Springett (2005), no entanto, afirma que muitas das estratégias de gestão empresarial chamadas de sustentáveis são focadas no ‘o que fazer’ e ‘como fazer’: produção mais limpa, operações ecoeficientes e supostamente benignas e organizações e ações socialmente responsáveis. Apesar de fornecerem respostas ao que os empreendimentos devem fazer, carecem de sugestões sobre o que os negócios devem ser na sociedade em que queremos viver.

A proposta de Murdoch e Clark (1994) é a de que o conhecimento local deve ser investigado e, se possível, estudado na ação em suas consequencias práticas nas comunidades e suas organizações. Formas locais de conhecimento, mesmo que originárias das comunidades e do bom senso, ainda sem fundamentação científica, devem ser consideradas com seriedade.

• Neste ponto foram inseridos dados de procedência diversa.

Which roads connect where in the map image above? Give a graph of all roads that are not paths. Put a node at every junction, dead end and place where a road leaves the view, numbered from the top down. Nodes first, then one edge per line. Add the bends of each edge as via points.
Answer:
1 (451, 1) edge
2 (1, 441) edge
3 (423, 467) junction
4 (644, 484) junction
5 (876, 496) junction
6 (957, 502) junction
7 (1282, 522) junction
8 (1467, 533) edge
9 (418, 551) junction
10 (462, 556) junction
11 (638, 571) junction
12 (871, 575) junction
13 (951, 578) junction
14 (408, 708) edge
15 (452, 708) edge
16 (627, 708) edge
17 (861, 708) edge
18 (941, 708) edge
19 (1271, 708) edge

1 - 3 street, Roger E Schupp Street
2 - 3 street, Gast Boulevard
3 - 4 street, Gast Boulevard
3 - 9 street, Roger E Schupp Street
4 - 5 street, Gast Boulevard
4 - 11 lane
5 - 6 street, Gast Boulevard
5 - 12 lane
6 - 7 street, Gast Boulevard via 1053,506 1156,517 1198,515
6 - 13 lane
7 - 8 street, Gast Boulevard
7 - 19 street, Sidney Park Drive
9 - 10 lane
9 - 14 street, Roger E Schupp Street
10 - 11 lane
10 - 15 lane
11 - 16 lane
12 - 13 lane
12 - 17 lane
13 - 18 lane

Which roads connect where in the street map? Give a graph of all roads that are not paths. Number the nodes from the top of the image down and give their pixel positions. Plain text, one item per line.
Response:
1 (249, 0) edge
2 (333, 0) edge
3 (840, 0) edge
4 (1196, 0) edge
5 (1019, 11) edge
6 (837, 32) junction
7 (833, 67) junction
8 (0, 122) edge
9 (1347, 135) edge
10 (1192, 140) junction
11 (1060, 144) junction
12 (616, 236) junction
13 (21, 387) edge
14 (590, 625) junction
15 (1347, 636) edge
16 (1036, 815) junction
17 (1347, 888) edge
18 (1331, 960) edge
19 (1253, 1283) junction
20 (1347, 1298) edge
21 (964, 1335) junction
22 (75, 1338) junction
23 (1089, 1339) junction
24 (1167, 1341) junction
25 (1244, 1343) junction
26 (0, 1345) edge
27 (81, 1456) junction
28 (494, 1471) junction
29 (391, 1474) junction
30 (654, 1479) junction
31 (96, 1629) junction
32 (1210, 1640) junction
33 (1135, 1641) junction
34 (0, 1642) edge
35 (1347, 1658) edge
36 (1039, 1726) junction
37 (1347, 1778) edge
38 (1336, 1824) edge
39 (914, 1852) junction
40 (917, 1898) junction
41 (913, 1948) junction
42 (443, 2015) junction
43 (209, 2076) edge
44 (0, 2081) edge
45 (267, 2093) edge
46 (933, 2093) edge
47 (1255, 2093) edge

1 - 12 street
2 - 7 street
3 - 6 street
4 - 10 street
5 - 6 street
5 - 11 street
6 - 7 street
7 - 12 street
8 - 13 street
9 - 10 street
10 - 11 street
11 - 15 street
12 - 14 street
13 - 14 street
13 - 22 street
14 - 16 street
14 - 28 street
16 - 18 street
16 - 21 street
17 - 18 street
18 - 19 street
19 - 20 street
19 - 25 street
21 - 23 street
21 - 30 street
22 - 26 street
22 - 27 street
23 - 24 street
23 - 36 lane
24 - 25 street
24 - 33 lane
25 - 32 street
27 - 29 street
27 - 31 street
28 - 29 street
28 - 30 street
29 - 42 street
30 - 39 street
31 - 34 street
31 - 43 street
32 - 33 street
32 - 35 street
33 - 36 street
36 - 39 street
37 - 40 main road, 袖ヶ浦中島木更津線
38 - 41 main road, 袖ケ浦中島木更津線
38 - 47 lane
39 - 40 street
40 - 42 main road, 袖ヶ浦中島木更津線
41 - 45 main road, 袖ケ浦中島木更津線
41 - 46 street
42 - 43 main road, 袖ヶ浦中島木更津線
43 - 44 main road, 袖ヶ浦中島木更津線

Podem, à primeira vista, parecer em desarmonia com o meio ambiente ou insustentáveis em termos econômicos tradicionais, mas podem ser sob outros aspectos, vitais para aquela comunidade e as organizações que dela fazem parte e sustentáveis para a sociedade como um todo. Práticas culturais, sociais, políticas e suas manifestações agrícolas, industriais e tecnológicas em geral, não devem ser imediatamente descartadas em detrimento de alternativas ‘verdes’ criadas em centros de estudos distantes e de ‘manejo’ proposto pela ciência tradicional e que seguem uma lógica baseada, em primeiro lugar, na ‘verdade’

econômica predominante.

A ciência tradicional valeu-se sempre da busca por aplicações práticas e esta afirmação deve valer para a ciência social, precisando esta ser passada por severo escrutínio antes de ser aplicada em qualquer ambiente, seja este econômico, social, cultural, político, tecnológico e biológico. Este escrutínio deve sempre buscar os interesses que podem estar por trás de seus postulados, prescrições e possíveis consequencias para as populações envolvidas.

A indústria do turismo e a hotelaria vêm sendo cobradas desde os anos 60 do século passado por uma postura mais ‘verde’ em relação ao seu entorno (KNOWLES et al., 1999).

Apesar de se tornar cada vez mais comum uma busca por conscientização do consumidor, tratamento adequado de resíduos e treinamento dos funcionários, uma série de problemas ligados a uma hotelaria mais sustentável também emergiram desde então.